Assigned task: Number of lines with the string "الطريق" in the entries below: report it, and nothing besides.

Input:

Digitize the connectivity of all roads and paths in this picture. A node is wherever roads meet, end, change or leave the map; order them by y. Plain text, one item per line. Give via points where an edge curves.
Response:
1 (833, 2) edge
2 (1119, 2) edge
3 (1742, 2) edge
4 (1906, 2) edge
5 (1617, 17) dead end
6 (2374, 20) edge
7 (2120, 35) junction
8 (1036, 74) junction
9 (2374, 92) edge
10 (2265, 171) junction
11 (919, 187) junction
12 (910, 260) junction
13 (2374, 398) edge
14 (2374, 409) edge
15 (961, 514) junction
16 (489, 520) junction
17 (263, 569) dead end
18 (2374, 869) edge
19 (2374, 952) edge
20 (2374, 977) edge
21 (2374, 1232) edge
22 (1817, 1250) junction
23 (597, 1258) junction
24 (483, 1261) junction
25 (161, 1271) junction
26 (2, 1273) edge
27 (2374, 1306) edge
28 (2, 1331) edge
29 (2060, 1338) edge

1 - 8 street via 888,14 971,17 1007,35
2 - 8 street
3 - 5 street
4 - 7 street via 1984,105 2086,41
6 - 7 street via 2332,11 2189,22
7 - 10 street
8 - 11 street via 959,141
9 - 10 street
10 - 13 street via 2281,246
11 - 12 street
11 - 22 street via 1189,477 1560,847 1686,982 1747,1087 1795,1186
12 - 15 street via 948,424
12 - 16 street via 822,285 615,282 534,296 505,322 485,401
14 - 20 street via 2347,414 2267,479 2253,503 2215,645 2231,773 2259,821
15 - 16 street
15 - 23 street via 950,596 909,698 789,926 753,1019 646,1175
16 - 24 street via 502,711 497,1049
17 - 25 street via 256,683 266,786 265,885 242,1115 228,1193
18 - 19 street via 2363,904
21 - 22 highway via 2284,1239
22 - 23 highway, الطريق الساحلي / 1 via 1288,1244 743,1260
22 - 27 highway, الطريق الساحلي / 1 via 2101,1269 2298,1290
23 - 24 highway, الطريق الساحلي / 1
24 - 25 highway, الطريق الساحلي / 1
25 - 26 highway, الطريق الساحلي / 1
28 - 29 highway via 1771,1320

The answer: 5